There's a lot of information out there concerning body position on a bike, on the track in particular - some written, some word of mouth and some of it contradictory.

In order to keep me from wasting my whole day in the Bush's legacy thread, I thought I'd start this one instead (give me thy green dots!).

First, a couple questions - where did you pick up your techniques/position? What is the single most important thing you learned?

Some sources will say to weight the outside peg in a turn, others will say to weight the inside peg, what say you and why?

If you're a more experienced track rider, how long did it take for the more extreme body position to become second nature and comfortable?

--------------

Being a track beginner - I have a host of issues I'm trying to sort out.

I think I'm fighting the bike a little bit. I have maybe 10-12 sessions of tracktime under my belt, but I still feel inconsistent and uncomfortable hanging off. I went out this past weekend to practice hanging off and see if I could find a position that suited me, but everything still felt somewhat twitchy and inconsistent. I was dragging knee, the bike was stable, but I was uncomfortable and stiff feeling. I know that lap after lap of doing that is going to wear me down before the day is out.

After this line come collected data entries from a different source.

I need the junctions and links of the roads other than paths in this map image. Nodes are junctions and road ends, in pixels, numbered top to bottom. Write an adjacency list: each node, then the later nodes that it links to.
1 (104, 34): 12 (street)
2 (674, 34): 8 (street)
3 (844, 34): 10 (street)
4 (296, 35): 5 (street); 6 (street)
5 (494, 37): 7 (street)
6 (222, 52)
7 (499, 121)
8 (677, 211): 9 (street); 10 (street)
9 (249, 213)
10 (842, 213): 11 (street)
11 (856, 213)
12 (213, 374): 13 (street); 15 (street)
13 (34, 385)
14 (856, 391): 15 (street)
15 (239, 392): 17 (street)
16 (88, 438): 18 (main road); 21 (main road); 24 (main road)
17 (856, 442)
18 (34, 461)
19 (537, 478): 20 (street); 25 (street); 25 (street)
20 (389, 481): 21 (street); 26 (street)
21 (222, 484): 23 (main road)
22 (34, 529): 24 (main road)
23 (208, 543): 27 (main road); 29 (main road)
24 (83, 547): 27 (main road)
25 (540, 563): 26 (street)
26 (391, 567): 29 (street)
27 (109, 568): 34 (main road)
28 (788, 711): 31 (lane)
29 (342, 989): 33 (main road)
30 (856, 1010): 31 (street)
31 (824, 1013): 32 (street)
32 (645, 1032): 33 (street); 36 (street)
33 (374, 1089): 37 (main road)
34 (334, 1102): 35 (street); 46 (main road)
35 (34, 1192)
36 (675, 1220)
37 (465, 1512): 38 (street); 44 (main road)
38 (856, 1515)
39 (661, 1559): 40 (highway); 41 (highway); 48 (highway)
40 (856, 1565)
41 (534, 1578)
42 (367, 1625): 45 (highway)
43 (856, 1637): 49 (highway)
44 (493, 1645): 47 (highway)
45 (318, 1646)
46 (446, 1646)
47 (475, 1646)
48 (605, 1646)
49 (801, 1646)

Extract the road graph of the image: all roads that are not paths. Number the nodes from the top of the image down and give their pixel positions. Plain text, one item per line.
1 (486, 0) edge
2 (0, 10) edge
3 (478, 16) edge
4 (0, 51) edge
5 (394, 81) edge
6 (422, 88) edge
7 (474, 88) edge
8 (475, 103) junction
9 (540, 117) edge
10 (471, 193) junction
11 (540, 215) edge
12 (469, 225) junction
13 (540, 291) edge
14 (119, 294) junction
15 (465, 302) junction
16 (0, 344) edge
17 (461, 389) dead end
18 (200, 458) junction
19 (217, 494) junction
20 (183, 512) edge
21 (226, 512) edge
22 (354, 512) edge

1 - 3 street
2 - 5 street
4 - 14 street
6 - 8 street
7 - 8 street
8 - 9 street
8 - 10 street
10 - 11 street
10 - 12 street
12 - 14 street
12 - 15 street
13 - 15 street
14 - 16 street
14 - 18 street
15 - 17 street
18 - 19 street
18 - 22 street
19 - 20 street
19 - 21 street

Also, I notice that concentrating on my body position really screws up where I'm looking - I don't look as far into the turn and my perception of speed is way out of wack such that I end up taking a turn much slower than I'm capable.

I've found that time and time again, I have to kick myself for having a death grip on the clip-ons. I'd relax, feel smooth and slow again and just a few turns later return to strangling the clip ons and lose my zen. A couple weeks ago at Summit, I began to tap/roll my fingers toward the end of straights to try and keep loose for the turn. Thinking about this naturally facked up my body position.

I can't work on multiple things at once and maintain progress - so I'll handle things one at a time and won't move on until I've perfected it and its second nature; this got me thinking. Is there an order of operations here? What would the highest priority be? Loose grip, hanging off, look into the turn etc etc. I've sort of chosen hanging off because not hanging off enough was likely my undoing at VIR last year. For all my efforts, I have good results, but I feel horribly uncomfortable - and I don't know about you, but my brain to throttle hand linkage is governed by how comfortable I feel.

Discuss the progression of a newbie track rider.


"No race has ever been won in the first corner, but plenty have been lost there."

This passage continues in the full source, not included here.